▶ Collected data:

# # #

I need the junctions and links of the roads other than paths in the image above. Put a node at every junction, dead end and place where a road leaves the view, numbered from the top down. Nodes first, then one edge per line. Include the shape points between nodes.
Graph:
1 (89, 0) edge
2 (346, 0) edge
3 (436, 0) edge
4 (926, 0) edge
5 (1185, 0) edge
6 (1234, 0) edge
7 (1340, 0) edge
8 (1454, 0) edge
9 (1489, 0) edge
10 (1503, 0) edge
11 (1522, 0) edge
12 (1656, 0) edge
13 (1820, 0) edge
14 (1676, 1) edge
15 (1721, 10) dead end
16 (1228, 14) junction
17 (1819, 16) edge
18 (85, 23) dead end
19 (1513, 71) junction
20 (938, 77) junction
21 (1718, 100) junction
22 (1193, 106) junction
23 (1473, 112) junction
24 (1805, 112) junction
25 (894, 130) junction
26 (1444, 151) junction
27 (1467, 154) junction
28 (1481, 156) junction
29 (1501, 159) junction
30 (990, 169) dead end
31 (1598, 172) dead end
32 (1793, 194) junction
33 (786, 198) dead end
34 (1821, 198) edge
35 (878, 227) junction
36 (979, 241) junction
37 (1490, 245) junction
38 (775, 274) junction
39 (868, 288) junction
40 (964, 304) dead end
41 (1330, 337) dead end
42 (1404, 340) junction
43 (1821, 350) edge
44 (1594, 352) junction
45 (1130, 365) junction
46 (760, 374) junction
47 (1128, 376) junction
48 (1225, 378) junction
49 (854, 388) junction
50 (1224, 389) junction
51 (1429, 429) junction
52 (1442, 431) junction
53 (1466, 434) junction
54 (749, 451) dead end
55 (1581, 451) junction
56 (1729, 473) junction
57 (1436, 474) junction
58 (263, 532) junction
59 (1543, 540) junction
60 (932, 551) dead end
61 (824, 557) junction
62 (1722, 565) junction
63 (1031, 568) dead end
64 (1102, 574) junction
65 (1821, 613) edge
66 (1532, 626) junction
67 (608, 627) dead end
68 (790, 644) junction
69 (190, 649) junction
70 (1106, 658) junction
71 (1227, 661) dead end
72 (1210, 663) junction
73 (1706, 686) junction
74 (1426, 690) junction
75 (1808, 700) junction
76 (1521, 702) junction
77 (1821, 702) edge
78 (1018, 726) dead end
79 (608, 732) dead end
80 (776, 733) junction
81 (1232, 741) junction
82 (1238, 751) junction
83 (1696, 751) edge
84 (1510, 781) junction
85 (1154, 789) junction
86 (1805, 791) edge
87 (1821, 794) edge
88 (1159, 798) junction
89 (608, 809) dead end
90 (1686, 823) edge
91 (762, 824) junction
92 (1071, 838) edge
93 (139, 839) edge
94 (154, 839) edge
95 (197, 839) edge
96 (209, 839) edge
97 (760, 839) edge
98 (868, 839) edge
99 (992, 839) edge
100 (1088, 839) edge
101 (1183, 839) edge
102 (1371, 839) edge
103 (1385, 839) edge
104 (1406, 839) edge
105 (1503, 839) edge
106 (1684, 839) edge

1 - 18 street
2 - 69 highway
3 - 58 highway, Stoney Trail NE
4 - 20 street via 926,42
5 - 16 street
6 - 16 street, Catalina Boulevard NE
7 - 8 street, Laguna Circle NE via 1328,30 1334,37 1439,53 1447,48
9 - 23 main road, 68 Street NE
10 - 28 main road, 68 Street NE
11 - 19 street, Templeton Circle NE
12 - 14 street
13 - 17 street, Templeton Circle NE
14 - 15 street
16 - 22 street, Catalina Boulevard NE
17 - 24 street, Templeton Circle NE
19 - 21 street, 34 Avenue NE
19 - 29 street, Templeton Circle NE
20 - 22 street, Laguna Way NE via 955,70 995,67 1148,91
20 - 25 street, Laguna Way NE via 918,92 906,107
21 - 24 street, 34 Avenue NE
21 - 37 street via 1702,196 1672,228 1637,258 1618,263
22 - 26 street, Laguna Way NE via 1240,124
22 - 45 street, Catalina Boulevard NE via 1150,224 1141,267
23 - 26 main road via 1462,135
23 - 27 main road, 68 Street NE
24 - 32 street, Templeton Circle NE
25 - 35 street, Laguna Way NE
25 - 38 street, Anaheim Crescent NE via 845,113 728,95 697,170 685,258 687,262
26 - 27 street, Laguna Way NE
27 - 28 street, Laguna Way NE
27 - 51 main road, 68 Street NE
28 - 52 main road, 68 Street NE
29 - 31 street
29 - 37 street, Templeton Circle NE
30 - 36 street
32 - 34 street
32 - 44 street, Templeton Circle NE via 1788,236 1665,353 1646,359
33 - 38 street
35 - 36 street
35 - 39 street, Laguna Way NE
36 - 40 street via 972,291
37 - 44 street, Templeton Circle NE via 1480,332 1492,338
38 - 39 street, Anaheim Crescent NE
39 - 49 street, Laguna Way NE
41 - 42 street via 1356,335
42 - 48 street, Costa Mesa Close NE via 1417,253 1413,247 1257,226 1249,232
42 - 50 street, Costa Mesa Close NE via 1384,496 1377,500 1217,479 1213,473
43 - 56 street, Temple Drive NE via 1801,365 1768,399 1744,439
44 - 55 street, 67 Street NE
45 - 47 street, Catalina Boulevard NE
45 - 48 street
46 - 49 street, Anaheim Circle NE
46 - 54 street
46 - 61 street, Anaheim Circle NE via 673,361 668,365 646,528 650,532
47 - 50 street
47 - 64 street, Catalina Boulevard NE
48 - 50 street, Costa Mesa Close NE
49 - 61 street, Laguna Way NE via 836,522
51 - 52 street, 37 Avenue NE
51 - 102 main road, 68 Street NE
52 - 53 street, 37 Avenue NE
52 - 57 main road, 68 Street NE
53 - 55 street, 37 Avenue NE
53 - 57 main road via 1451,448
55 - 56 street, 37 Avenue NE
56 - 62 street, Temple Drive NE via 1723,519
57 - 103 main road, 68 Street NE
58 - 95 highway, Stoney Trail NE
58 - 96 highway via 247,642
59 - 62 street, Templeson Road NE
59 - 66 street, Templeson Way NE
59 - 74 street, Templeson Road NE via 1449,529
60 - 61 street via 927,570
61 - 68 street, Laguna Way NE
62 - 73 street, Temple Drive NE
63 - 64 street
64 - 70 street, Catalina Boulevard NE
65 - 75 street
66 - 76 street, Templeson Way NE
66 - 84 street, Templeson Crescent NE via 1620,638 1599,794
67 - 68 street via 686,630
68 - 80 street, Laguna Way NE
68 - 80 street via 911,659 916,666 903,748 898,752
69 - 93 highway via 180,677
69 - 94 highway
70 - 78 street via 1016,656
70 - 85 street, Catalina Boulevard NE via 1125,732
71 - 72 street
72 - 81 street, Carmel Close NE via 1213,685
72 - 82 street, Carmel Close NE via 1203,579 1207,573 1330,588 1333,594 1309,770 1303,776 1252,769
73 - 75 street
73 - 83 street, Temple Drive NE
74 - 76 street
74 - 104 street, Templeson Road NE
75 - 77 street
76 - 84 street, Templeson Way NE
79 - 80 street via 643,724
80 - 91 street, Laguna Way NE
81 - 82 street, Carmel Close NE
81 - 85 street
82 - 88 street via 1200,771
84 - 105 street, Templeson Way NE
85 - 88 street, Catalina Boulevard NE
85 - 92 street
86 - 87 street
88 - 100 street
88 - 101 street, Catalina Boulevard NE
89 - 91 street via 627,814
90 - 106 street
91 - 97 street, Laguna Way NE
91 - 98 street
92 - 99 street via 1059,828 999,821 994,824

# # #

Your task is to retype the records above exactly.

I need the junctions and links of the roads other than paths in the image above. Put a node at every junction, dead end and place where a road leaves the view, numbered from the top down. Nodes first, then one edge per line. Include the shape points between nodes.
Graph:
1 (89, 0) edge
2 (346, 0) edge
3 (436, 0) edge
4 (926, 0) edge
5 (1185, 0) edge
6 (1234, 0) edge
7 (1340, 0) edge
8 (1454, 0) edge
9 (1489, 0) edge
10 (1503, 0) edge
11 (1522, 0) edge
12 (1656, 0) edge
13 (1820, 0) edge
14 (1676, 1) edge
15 (1721, 10) dead end
16 (1228, 14) junction
17 (1819, 16) edge
18 (85, 23) dead end
19 (1513, 71) junction
20 (938, 77) junction
21 (1718, 100) junction
22 (1193, 106) junction
23 (1473, 112) junction
24 (1805, 112) junction
25 (894, 130) junction
26 (1444, 151) junction
27 (1467, 154) junction
28 (1481, 156) junction
29 (1501, 159) junction
30 (990, 169) dead end
31 (1598, 172) dead end
32 (1793, 194) junction
33 (786, 198) dead end
34 (1821, 198) edge
35 (878, 227) junction
36 (979, 241) junction
37 (1490, 245) junction
38 (775, 274) junction
39 (868, 288) junction
40 (964, 304) dead end
41 (1330, 337) dead end
42 (1404, 340) junction
43 (1821, 350) edge
44 (1594, 352) junction
45 (1130, 365) junction
46 (760, 374) junction
47 (1128, 376) junction
48 (1225, 378) junction
49 (854, 388) junction
50 (1224, 389) junction
51 (1429, 429) junction
52 (1442, 431) junction
53 (1466, 434) junction
54 (749, 451) dead end
55 (1581, 451) junction
56 (1729, 473) junction
57 (1436, 474) junction
58 (263, 532) junction
59 (1543, 540) junction
60 (932, 551) dead end
61 (824, 557) junction
62 (1722, 565) junction
63 (1031, 568) dead end
64 (1102, 574) junction
65 (1821, 613) edge
66 (1532, 626) junction
67 (608, 627) dead end
68 (790, 644) junction
69 (190, 649) junction
70 (1106, 658) junction
71 (1227, 661) dead end
72 (1210, 663) junction
73 (1706, 686) junction
74 (1426, 690) junction
75 (1808, 700) junction
76 (1521, 702) junction
77 (1821, 702) edge
78 (1018, 726) dead end
79 (608, 732) dead end
80 (776, 733) junction
81 (1232, 741) junction
82 (1238, 751) junction
83 (1696, 751) edge
84 (1510, 781) junction
85 (1154, 789) junction
86 (1805, 791) edge
87 (1821, 794) edge
88 (1159, 798) junction
89 (608, 809) dead end
90 (1686, 823) edge
91 (762, 824) junction
92 (1071, 838) edge
93 (139, 839) edge
94 (154, 839) edge
95 (197, 839) edge
96 (209, 839) edge
97 (760, 839) edge
98 (868, 839) edge
99 (992, 839) edge
100 (1088, 839) edge
101 (1183, 839) edge
102 (1371, 839) edge
103 (1385, 839) edge
104 (1406, 839) edge
105 (1503, 839) edge
106 (1684, 839) edge

1 - 18 street
2 - 69 highway
3 - 58 highway, Stoney Trail NE
4 - 20 street via 926,42
5 - 16 street
6 - 16 street, Catalina Boulevard NE
7 - 8 street, Laguna Circle NE via 1328,30 1334,37 1439,53 1447,48
9 - 23 main road, 68 Street NE
10 - 28 main road, 68 Street NE
11 - 19 street, Templeton Circle NE
12 - 14 street
13 - 17 street, Templeton Circle NE
14 - 15 street
16 - 22 street, Catalina Boulevard NE
17 - 24 street, Templeton Circle NE
19 - 21 street, 34 Avenue NE
19 - 29 street, Templeton Circle NE
20 - 22 street, Laguna Way NE via 955,70 995,67 1148,91
20 - 25 street, Laguna Way NE via 918,92 906,107
21 - 24 street, 34 Avenue NE
21 - 37 street via 1702,196 1672,228 1637,258 1618,263
22 - 26 street, Laguna Way NE via 1240,124
22 - 45 street, Catalina Boulevard NE via 1150,224 1141,267
23 - 26 main road via 1462,135
23 - 27 main road, 68 Street NE
24 - 32 street, Templeton Circle NE
25 - 35 street, Laguna Way NE
25 - 38 street, Anaheim Crescent NE via 845,113 728,95 697,170 685,258 687,262
26 - 27 street, Laguna Way NE
27 - 28 street, Laguna Way NE
27 - 51 main road, 68 Street NE
28 - 52 main road, 68 Street NE
29 - 31 street
29 - 37 street, Templeton Circle NE
30 - 36 street
32 - 34 street
32 - 44 street, Templeton Circle NE via 1788,236 1665,353 1646,359
33 - 38 street
35 - 36 street
35 - 39 street, Laguna Way NE
36 - 40 street via 972,291
37 - 44 street, Templeton Circle NE via 1480,332 1492,338
38 - 39 street, Anaheim Crescent NE
39 - 49 street, Laguna Way NE
41 - 42 street via 1356,335
42 - 48 street, Costa Mesa Close NE via 1417,253 1413,247 1257,226 1249,232
42 - 50 street, Costa Mesa Close NE via 1384,496 1377,500 1217,479 1213,473
43 - 56 street, Temple Drive NE via 1801,365 1768,399 1744,439
44 - 55 street, 67 Street NE
45 - 47 street, Catalina Boulevard NE
45 - 48 street
46 - 49 street, Anaheim Circle NE
46 - 54 street
46 - 61 street, Anaheim Circle NE via 673,361 668,365 646,528 650,532
47 - 50 street
47 - 64 street, Catalina Boulevard NE
48 - 50 street, Costa Mesa Close NE
49 - 61 street, Laguna Way NE via 836,522
51 - 52 street, 37 Avenue NE
51 - 102 main road, 68 Street NE
52 - 53 street, 37 Avenue NE
52 - 57 main road, 68 Street NE
53 - 55 street, 37 Avenue NE
53 - 57 main road via 1451,448
55 - 56 street, 37 Avenue NE
56 - 62 street, Temple Drive NE via 1723,519
57 - 103 main road, 68 Street NE
58 - 95 highway, Stoney Trail NE
58 - 96 highway via 247,642
59 - 62 street, Templeson Road NE
59 - 66 street, Templeson Way NE
59 - 74 street, Templeson Road NE via 1449,529
60 - 61 street via 927,570
61 - 68 street, Laguna Way NE
62 - 73 street, Temple Drive NE
63 - 64 street
64 - 70 street, Catalina Boulevard NE
65 - 75 street
66 - 76 street, Templeson Way NE
66 - 84 street, Templeson Crescent NE via 1620,638 1599,794
67 - 68 street via 686,630
68 - 80 street, Laguna Way NE
68 - 80 street via 911,659 916,666 903,748 898,752
69 - 93 highway via 180,677
69 - 94 highway
70 - 78 street via 1016,656
70 - 85 street, Catalina Boulevard NE via 1125,732
71 - 72 street
72 - 81 street, Carmel Close NE via 1213,685
72 - 82 street, Carmel Close NE via 1203,579 1207,573 1330,588 1333,594 1309,770 1303,776 1252,769
73 - 75 street
73 - 83 street, Temple Drive NE
74 - 76 street
74 - 104 street, Templeson Road NE
75 - 77 street
76 - 84 street, Templeson Way NE
79 - 80 street via 643,724
80 - 91 street, Laguna Way NE
81 - 82 street, Carmel Close NE
81 - 85 street
82 - 88 street via 1200,771
84 - 105 street, Templeson Way NE
85 - 88 street, Catalina Boulevard NE
85 - 92 street
86 - 87 street
88 - 100 street
88 - 101 street, Catalina Boulevard NE
89 - 91 street via 627,814
90 - 106 street
91 - 97 street, Laguna Way NE
91 - 98 street
92 - 99 street via 1059,828 999,821 994,824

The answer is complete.